___ Data extracts

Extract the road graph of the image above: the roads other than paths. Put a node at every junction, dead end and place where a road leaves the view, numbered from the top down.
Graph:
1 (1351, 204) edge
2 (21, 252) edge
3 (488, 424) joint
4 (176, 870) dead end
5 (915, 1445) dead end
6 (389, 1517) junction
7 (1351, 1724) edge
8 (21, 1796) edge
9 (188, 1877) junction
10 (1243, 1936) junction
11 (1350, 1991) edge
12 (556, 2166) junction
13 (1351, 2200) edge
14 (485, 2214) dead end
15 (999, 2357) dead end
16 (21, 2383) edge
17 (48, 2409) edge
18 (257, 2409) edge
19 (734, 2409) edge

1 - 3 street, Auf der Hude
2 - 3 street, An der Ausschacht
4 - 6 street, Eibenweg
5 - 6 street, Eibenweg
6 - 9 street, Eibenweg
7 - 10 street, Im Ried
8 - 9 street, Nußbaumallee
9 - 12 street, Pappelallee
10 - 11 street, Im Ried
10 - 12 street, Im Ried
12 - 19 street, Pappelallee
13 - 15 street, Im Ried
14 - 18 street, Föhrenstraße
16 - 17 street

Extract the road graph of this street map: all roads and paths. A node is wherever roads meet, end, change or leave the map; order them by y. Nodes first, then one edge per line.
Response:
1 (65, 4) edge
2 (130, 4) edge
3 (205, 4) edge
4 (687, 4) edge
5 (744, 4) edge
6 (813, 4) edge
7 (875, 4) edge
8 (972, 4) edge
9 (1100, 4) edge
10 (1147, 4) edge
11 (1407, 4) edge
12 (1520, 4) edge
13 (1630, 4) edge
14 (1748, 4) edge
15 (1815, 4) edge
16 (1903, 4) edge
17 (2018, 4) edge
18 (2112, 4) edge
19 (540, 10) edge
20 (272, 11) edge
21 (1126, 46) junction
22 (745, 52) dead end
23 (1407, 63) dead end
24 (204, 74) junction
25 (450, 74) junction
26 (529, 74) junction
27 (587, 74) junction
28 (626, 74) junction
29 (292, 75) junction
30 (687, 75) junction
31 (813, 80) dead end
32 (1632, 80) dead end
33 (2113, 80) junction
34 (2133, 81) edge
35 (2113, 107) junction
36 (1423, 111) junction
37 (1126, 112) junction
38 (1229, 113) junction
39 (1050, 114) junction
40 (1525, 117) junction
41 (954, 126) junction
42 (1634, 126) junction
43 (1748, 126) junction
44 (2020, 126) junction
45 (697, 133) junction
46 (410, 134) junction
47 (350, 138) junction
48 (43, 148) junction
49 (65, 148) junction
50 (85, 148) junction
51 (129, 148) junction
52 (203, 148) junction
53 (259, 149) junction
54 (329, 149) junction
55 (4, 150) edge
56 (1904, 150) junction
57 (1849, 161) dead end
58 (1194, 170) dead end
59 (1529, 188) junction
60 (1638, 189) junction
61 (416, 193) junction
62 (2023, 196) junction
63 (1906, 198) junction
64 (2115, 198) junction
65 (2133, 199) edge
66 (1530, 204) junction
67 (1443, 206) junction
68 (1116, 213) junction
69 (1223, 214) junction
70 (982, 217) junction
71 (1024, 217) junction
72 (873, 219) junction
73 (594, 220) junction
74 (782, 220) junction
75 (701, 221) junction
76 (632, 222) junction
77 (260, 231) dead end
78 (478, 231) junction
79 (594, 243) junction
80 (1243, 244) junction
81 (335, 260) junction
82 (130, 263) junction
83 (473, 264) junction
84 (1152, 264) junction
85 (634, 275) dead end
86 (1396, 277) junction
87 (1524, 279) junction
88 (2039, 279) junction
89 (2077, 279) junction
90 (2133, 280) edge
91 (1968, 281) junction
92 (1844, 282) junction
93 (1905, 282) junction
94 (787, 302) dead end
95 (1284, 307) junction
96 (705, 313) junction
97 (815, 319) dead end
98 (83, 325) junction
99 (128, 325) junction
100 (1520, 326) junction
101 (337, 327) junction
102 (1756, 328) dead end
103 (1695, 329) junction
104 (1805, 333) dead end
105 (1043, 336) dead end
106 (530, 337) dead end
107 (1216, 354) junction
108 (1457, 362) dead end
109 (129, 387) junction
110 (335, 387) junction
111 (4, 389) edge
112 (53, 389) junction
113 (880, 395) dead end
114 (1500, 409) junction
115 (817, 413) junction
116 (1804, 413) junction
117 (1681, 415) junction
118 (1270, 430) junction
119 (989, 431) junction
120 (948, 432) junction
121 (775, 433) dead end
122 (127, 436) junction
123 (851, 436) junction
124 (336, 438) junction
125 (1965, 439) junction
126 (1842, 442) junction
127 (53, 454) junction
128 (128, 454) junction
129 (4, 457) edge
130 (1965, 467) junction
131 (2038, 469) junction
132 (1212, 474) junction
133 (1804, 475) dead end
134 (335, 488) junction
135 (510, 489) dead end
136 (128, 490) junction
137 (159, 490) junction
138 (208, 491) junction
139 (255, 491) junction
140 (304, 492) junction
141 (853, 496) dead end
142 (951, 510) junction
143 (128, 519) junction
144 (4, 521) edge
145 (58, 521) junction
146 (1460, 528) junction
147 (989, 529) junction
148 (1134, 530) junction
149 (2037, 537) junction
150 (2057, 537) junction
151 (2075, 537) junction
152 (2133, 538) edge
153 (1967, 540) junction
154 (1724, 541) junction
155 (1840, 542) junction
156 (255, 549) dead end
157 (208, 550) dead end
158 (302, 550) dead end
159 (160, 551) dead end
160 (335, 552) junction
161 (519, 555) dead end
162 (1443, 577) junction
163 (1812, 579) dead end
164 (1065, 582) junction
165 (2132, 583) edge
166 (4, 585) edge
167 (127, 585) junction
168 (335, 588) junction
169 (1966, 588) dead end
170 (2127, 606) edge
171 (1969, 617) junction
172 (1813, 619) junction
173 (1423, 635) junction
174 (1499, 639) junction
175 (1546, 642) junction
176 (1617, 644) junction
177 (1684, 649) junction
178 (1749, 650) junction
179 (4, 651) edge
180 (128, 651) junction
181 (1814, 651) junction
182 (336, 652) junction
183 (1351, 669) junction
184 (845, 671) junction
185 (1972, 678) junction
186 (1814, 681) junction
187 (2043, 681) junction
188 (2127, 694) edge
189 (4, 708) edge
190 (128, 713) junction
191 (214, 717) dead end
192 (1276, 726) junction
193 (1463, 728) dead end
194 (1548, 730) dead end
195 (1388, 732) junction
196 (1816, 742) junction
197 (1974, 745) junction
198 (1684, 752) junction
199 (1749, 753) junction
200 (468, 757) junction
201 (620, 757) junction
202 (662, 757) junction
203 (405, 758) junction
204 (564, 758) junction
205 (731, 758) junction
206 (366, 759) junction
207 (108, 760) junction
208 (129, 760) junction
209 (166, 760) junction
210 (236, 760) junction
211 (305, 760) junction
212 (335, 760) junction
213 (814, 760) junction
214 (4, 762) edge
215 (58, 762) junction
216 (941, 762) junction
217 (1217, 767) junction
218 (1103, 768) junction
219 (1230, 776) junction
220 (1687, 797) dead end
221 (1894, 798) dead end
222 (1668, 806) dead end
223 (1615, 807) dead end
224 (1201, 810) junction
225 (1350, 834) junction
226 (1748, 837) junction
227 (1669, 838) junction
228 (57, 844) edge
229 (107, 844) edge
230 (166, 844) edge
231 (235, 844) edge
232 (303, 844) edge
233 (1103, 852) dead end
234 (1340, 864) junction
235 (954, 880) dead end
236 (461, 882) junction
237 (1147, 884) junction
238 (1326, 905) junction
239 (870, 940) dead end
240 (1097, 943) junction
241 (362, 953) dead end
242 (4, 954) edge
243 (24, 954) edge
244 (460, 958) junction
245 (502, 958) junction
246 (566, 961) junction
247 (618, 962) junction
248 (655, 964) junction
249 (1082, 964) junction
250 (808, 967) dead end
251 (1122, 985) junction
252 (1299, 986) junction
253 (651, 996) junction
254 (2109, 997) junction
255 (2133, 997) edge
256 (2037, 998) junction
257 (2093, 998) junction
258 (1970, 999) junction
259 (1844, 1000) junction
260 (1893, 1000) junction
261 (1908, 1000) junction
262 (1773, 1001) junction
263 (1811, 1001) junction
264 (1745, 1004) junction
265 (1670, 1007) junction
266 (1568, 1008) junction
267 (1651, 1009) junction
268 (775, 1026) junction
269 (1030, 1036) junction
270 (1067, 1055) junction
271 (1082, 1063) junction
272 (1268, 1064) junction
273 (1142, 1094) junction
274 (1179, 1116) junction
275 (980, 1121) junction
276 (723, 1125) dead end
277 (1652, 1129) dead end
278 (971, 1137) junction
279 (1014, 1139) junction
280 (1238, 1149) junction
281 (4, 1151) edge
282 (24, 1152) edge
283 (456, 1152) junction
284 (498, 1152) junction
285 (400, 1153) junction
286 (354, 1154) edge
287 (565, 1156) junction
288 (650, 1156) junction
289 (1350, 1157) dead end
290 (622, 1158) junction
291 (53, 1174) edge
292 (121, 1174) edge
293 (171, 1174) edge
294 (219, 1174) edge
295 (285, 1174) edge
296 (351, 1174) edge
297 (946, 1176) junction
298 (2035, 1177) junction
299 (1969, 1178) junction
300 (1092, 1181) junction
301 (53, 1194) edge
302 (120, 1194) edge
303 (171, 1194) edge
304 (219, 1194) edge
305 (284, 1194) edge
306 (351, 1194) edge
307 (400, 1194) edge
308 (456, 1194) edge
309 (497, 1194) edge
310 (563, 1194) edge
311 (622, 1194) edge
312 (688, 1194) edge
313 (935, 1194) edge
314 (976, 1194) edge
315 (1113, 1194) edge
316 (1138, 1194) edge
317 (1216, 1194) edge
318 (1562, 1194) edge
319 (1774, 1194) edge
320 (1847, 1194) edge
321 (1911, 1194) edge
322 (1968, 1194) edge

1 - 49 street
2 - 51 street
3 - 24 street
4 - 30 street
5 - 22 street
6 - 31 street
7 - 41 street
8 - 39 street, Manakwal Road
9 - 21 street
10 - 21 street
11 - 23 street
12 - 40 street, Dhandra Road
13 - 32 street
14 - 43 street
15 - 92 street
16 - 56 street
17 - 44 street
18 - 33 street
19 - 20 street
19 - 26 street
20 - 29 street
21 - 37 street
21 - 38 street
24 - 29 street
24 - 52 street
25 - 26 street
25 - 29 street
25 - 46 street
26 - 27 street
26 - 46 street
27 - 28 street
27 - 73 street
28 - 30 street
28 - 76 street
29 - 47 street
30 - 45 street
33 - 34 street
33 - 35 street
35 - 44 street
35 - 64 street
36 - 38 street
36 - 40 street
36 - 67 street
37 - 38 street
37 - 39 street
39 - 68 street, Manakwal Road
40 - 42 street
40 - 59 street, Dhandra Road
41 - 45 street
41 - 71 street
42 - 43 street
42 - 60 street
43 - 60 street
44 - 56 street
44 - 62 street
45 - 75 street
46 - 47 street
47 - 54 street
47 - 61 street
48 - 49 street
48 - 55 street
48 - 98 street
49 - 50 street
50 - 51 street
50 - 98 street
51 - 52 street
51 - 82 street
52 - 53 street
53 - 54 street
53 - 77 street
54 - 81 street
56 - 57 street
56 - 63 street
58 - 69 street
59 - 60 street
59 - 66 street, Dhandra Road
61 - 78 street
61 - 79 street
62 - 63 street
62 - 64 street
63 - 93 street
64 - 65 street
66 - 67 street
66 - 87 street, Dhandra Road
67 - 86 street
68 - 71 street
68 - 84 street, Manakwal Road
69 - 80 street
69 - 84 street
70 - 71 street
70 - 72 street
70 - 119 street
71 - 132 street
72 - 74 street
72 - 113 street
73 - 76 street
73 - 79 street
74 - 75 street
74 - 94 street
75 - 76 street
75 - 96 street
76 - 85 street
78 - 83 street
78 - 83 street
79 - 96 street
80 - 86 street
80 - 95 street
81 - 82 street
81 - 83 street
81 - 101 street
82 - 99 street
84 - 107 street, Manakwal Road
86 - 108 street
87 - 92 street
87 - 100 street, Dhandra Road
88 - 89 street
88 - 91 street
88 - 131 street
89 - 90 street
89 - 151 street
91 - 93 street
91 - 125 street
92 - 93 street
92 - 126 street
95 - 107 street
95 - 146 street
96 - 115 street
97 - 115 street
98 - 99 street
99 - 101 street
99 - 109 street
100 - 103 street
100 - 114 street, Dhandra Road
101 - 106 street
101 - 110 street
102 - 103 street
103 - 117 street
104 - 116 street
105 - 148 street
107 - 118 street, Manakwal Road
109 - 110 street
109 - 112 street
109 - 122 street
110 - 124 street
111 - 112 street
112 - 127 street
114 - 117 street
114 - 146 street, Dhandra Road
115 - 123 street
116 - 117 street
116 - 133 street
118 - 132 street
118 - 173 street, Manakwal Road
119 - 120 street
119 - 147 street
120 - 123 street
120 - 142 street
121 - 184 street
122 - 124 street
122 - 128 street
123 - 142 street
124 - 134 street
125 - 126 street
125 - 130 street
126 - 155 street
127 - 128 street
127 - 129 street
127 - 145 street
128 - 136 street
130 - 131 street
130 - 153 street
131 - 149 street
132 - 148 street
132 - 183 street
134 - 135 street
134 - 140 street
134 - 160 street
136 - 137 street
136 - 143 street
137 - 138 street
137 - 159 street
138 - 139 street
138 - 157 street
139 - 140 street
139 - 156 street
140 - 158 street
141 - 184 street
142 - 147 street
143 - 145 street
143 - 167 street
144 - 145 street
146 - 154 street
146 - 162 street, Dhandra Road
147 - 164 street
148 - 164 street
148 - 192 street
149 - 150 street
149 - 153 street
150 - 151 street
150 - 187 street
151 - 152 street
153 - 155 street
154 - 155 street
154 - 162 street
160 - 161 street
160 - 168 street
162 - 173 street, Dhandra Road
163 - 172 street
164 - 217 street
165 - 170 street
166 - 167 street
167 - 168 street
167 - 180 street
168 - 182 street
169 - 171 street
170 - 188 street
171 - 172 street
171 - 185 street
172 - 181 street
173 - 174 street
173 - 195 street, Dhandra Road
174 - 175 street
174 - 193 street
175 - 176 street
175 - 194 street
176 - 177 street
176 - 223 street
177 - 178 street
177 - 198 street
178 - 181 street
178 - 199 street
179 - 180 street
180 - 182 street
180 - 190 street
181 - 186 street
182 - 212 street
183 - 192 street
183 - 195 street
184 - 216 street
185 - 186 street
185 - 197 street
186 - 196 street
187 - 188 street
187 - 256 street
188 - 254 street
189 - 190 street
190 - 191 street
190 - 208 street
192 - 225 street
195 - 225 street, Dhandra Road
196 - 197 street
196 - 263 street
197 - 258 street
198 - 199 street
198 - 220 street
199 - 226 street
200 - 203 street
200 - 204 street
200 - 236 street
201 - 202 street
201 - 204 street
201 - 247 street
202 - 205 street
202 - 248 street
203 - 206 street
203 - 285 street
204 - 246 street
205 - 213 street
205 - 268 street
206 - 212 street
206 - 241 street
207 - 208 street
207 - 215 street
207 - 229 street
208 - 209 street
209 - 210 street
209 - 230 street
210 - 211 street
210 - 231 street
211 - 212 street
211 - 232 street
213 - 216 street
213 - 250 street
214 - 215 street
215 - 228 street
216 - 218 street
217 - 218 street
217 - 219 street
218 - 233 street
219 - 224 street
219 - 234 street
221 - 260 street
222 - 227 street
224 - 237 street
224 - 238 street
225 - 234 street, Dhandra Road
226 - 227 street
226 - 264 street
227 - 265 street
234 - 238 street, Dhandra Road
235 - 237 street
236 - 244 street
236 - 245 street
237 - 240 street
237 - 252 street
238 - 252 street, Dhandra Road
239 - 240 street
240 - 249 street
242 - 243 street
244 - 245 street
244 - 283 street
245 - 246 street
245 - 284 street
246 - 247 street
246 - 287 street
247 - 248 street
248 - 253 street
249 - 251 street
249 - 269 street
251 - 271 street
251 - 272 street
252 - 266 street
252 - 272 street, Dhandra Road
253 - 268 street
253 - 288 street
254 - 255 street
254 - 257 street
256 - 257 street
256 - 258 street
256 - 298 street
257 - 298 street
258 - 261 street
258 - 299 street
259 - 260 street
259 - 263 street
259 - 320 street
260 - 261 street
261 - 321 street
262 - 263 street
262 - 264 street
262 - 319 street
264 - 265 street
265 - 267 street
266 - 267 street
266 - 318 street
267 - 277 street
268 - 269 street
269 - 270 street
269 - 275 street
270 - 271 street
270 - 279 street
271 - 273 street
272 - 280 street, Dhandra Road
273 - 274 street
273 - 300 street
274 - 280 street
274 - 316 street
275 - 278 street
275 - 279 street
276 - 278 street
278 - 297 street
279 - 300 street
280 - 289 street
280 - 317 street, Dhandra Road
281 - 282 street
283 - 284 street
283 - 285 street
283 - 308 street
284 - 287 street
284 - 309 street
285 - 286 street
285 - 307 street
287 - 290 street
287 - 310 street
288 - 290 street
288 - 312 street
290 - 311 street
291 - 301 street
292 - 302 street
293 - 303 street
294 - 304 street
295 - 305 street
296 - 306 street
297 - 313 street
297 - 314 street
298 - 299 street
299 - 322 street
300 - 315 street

______

Problem details:
What are the exact lines from the beginning of the material through the line containing "Extract the road graph of this"? Write out those lines alone.

Exercise answer:
Extract the road graph of the image above: the roads other than paths. Put a node at every junction, dead end and place where a road leaves the view, numbered from the top down.
Graph:
1 (1351, 204) edge
2 (21, 252) edge
3 (488, 424) joint
4 (176, 870) dead end
5 (915, 1445) dead end
6 (389, 1517) junction
7 (1351, 1724) edge
8 (21, 1796) edge
9 (188, 1877) junction
10 (1243, 1936) junction
11 (1350, 1991) edge
12 (556, 2166) junction
13 (1351, 2200) edge
14 (485, 2214) dead end
15 (999, 2357) dead end
16 (21, 2383) edge
17 (48, 2409) edge
18 (257, 2409) edge
19 (734, 2409) edge

1 - 3 street, Auf der Hude
2 - 3 street, An der Ausschacht
4 - 6 street, Eibenweg
5 - 6 street, Eibenweg
6 - 9 street, Eibenweg
7 - 10 street, Im Ried
8 - 9 street, Nußbaumallee
9 - 12 street, Pappelallee
10 - 11 street, Im Ried
10 - 12 street, Im Ried
12 - 19 street, Pappelallee
13 - 15 street, Im Ried
14 - 18 street, Föhrenstraße
16 - 17 street

Extract the road graph of this street map: all roads and paths. A node is wherever roads meet, end, change or leave the map; order them by y. Nodes first, then one edge per line.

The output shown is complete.